En los primeros dos meses de 2026, la recaudación del Impuesto al Valor Agregado (IVA) en México experimentó una caída del 8.8% en comparación con el mismo periodo del año anterior, según el informe de la Secretaría de Hacienda y Crédito Público (SHCP). Este descenso se produjo en un contexto de apreciación del peso frente al dólar, que pasó de 20.5 pesos por dólar en 2025 a 17.5 en 2026. A pesar de que los ingresos tributarios totales superaron en 24,000 millones de pesos lo presupuestado, la recaudación del IVA fue 9,100 millones de pesos inferior a lo esperado, alcanzando un total de 271,900 millones de pesos.

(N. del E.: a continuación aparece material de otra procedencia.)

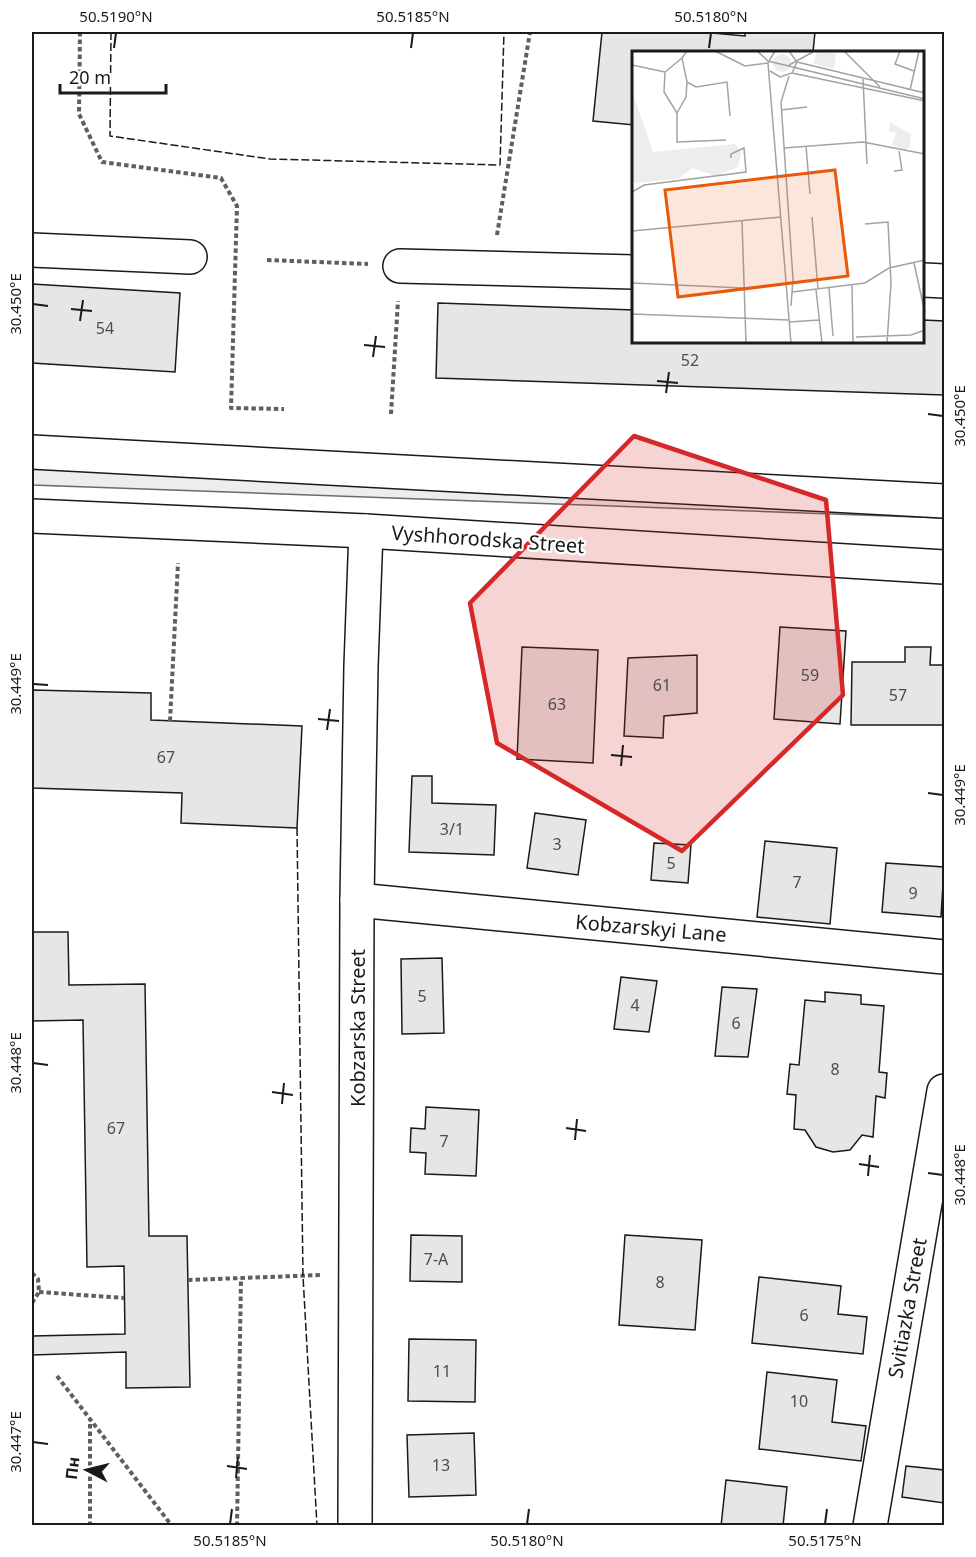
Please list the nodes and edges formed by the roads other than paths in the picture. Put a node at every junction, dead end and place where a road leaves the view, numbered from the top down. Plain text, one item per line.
1 (32, 250) edge
2 (190, 258) dead end
3 (400, 266) road end
4 (632, 272) edge
5 (925, 280) edge
6 (945, 281) edge
7 (32, 452) edge
8 (945, 501) edge
9 (32, 516) edge
10 (366, 531) junction
11 (945, 567) edge
12 (357, 900) junction
13 (945, 957) edge
14 (945, 1091) edge
15 (355, 1526) edge
16 (870, 1526) edge

1 - 2 street
3 - 4 street
5 - 6 street
7 - 8 street
9 - 10 street, Vyshhorodska Street
10 - 11 street, Vyshhorodska Street
10 - 12 street, Kobzarska Street
12 - 13 street, Kobzarskyi Lane
12 - 15 street, Kobzarska Street
14 - 16 street, Svitiazka Street

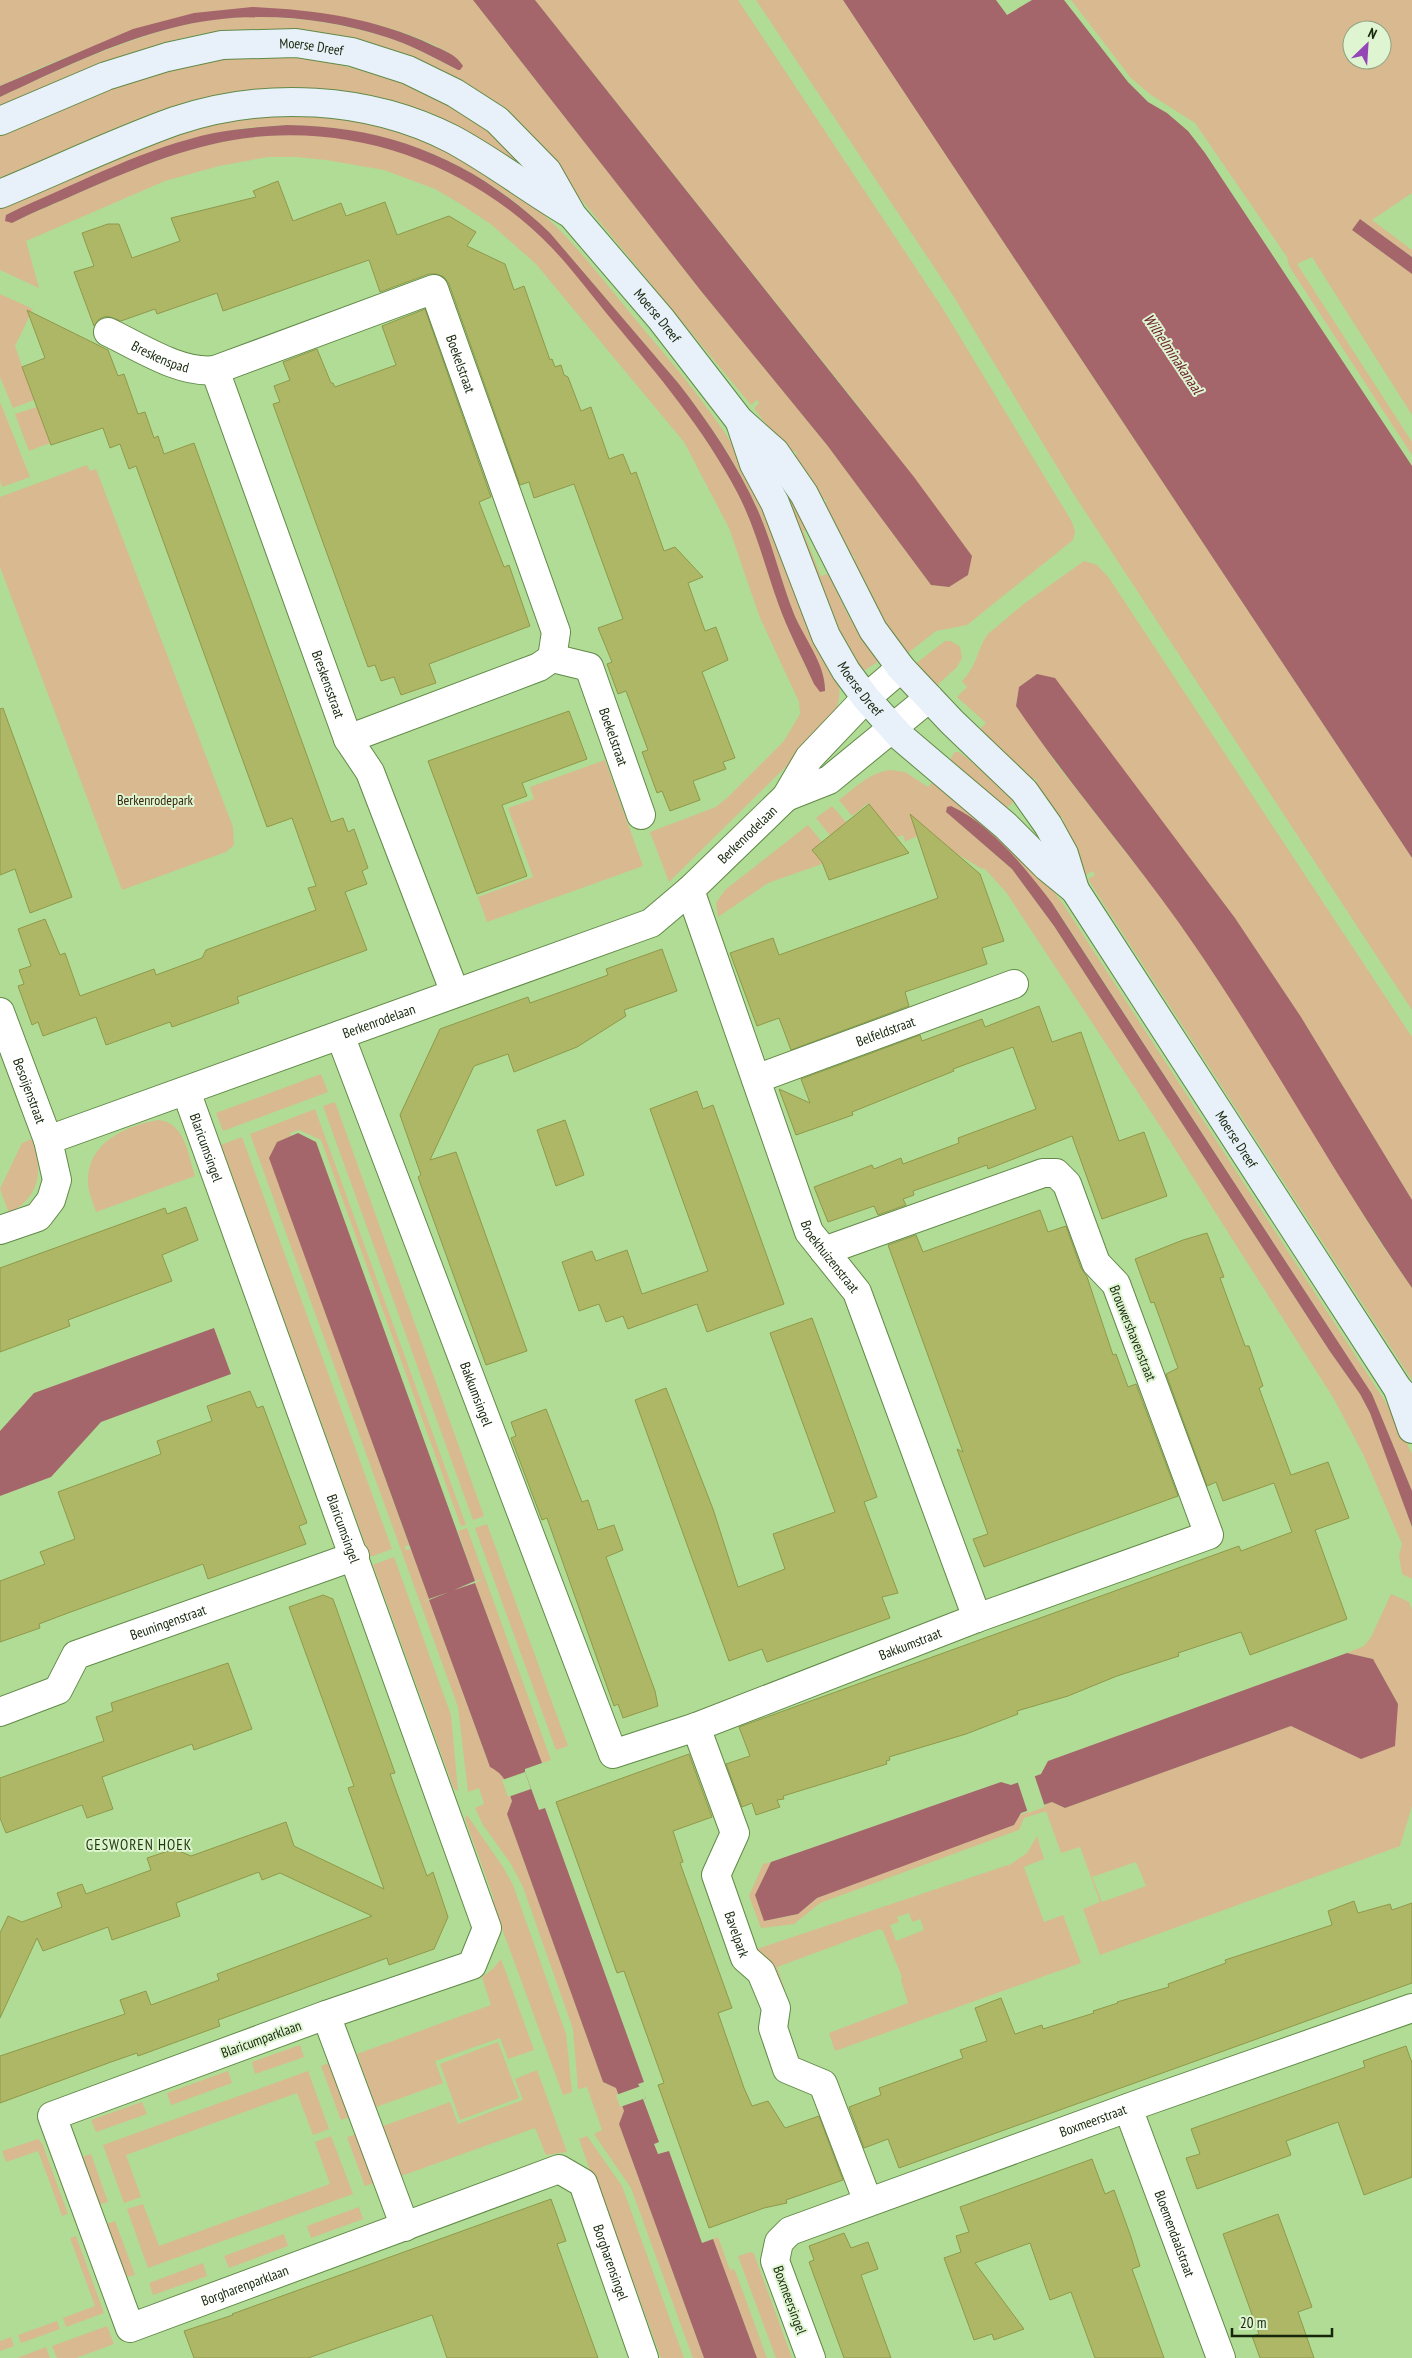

La disminución en la recaudación del IVA se debe a varios factores, incluyendo la variación cambiaria y un efecto de alta base de comparación, dado que en 2025 se registró el mayor crecimiento de este impuesto desde 2010. Además, los ingresos por impuestos a las importaciones también cayeron un 7.2% real anual, lo que refleja la misma tendencia de apreciación del tipo de cambio y el impacto de las comparaciones con años anteriores. Sin embargo, estos ingresos se mantuvieron por encima de su promedio histórico, gracias a un fortalecimiento en la fiscalización en aduanas y ajustes en las tasas de comercio exterior.

Por otro lado, el Impuesto Especial sobre Producción y Servicios (IEPS) mostró un crecimiento notable del 14.2% real anual, superando el crecimiento promedio de la última década, que fue del 4.3%. Este aumento se atribuye principalmente a un incremento del 16.6% en el componente de combustibles, en un contexto de menores estímulos fiscales en comparación con el primer bimestre de 2025. Sin embargo, en marzo, el gobierno activó estímulos fiscales para el diésel y las gasolinas, lo que podría resultar en pérdidas tributarias para el sector público.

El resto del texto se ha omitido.